La povertà assoluta in Italia

Secondo le stime preliminari dell’Istat, i dati sulla povertà assoluta in Italia sono i più elevati degli ultimi 15 anni.

Nel 2020 l’incidenza di povertà assoluta è passata dal 4,9% al 6% tra le famiglie composte solamente da italiani, e dal 22% al 25,7% tra quelle con stranieri, che tornano ai livelli del 2018.

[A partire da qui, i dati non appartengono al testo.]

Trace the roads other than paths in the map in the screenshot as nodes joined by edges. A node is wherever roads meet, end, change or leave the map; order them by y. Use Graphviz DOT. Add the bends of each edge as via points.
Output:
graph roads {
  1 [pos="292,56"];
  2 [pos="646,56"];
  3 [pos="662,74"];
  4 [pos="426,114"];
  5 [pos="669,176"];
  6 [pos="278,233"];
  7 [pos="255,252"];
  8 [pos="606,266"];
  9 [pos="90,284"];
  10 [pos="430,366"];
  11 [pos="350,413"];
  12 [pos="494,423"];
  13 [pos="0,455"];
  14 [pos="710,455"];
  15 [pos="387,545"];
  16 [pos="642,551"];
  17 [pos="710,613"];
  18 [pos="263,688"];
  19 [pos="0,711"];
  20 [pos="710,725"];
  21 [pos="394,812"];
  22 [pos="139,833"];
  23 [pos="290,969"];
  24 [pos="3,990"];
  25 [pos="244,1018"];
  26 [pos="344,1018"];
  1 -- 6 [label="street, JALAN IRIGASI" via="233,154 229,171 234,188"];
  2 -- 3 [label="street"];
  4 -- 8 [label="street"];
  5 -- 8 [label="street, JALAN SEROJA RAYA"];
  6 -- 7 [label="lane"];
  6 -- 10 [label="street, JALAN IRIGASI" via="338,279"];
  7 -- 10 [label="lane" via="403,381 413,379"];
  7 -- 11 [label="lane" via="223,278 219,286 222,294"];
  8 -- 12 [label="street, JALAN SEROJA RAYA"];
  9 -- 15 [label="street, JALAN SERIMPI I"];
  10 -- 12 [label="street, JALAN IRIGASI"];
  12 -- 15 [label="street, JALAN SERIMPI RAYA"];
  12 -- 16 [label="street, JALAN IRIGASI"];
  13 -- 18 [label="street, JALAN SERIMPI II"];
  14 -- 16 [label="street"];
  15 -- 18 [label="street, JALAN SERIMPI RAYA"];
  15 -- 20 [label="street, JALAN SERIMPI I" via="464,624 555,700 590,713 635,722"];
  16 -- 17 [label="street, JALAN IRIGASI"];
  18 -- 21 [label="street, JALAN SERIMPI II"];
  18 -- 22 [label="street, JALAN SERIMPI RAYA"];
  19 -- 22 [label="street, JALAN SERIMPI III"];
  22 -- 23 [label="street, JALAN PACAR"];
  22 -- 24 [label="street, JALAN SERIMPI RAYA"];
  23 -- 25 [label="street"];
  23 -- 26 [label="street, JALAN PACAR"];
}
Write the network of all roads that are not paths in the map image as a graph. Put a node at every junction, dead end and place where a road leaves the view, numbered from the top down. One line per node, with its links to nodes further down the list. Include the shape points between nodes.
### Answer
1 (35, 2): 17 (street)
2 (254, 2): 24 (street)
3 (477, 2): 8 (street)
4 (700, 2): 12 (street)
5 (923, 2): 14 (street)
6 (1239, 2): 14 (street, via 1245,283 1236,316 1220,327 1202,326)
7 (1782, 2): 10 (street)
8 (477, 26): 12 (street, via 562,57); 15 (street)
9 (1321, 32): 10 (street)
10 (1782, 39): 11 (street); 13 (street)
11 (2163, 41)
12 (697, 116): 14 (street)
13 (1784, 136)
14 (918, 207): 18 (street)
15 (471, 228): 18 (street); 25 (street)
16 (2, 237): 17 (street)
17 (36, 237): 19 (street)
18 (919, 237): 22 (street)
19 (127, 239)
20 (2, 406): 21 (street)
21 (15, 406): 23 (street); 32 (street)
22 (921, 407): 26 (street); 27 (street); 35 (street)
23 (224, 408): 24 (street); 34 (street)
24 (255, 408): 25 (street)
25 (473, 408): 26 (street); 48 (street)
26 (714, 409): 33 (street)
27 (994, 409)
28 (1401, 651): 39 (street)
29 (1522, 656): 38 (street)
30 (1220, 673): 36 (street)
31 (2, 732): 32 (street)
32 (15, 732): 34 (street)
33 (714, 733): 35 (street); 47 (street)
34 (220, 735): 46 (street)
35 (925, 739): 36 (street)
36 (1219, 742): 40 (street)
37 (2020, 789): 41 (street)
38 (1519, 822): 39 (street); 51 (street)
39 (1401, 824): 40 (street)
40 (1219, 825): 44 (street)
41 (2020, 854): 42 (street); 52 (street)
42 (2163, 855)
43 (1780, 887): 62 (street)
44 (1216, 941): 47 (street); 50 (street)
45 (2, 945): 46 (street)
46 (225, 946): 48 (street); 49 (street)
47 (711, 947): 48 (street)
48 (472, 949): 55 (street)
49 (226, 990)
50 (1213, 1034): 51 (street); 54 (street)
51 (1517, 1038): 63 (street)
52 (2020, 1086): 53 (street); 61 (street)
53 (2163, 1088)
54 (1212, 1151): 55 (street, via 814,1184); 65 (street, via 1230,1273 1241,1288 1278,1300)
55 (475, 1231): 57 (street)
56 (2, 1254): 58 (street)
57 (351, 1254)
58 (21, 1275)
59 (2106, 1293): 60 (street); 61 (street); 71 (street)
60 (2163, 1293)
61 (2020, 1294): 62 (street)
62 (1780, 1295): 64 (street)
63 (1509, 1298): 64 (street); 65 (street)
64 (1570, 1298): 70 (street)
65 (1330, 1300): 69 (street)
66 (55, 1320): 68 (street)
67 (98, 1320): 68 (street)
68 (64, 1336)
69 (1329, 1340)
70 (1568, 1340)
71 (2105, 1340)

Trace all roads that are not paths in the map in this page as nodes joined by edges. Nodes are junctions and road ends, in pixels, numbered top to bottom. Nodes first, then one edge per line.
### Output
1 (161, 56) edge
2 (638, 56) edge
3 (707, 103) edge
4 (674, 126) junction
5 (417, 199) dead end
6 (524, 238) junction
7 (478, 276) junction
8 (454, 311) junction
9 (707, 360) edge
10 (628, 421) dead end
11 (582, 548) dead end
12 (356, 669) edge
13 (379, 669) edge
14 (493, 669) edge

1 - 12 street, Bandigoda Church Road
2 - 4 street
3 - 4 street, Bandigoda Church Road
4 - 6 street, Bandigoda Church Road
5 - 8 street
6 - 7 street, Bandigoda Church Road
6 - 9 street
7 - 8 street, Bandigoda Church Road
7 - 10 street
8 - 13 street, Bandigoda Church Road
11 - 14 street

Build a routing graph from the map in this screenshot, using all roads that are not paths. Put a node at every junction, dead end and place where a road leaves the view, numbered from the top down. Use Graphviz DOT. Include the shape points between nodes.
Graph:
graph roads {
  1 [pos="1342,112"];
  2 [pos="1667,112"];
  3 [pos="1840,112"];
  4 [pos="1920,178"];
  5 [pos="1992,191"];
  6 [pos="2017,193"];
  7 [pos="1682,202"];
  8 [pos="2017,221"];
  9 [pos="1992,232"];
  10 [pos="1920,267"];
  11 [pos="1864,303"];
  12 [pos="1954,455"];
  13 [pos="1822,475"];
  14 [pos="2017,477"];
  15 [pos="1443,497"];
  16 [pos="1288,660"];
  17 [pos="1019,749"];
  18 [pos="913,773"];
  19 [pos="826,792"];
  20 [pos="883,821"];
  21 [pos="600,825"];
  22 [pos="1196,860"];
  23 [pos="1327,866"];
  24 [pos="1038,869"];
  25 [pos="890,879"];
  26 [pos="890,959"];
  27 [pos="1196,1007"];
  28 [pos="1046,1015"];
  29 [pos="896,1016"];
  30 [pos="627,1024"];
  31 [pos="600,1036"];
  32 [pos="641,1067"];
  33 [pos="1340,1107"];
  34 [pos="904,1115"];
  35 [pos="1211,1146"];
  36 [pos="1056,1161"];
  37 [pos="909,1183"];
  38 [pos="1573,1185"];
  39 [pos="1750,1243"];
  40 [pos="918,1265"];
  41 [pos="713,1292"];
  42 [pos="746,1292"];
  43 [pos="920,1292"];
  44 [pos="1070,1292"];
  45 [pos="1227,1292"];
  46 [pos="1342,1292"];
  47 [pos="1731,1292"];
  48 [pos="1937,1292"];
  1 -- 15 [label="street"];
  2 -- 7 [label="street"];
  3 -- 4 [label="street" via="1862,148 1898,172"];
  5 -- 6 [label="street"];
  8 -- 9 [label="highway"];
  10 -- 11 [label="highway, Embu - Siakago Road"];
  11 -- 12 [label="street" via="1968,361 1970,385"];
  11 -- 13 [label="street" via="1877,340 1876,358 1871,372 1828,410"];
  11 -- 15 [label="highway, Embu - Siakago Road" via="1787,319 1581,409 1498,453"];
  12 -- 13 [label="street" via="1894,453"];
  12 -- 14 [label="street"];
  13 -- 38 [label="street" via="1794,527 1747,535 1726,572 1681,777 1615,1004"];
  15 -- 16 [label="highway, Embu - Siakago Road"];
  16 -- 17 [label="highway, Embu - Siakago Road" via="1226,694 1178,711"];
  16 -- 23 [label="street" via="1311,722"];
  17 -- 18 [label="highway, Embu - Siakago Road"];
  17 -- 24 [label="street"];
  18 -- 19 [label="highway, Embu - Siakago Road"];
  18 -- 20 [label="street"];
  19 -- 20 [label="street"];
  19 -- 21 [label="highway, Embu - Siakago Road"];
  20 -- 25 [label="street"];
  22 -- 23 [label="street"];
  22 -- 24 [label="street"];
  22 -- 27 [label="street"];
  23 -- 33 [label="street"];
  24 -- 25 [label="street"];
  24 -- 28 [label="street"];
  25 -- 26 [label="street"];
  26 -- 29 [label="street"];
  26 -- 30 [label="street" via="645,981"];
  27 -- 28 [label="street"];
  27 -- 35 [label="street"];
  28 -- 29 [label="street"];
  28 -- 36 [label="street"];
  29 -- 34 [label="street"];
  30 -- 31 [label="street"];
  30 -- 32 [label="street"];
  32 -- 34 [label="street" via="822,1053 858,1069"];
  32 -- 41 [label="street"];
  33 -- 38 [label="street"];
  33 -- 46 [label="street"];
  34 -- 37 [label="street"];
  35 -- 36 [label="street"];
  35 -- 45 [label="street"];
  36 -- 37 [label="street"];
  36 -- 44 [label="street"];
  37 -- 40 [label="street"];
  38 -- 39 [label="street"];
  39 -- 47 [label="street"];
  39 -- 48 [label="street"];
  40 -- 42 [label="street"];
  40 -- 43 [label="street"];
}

Azzerati i miglioramenti registrati nel 2019. Dopo quattro anni consecutivi di aumento, si erano infatti ridotti in misura significativa il numero e la quota di famiglie (e di individui) in povertà assoluta, pur rimanendo su valori molto superiori a quelli precedenti la crisi avviatasi nel 2008, quando l’incidenza della povertà assoluta familiare era inferiore al 4% e quella individuale era intorno al 3%. Pertanto, secondo le stime preliminari del 2020 la povertà assoluta raggiunge, in Italia, i valori più elevati dal 2005 (ossia da quando è disponibile la serie storica per questo indicatore).

La pandemia ha avuto conseguenze più disastrose sul piano economico che sanitario, anche perché saranno di lunga durata. Avrebbe potuto essere l’occasione per ripensare i criteri di vita di questo sistema neoliberista, ma così non è stato.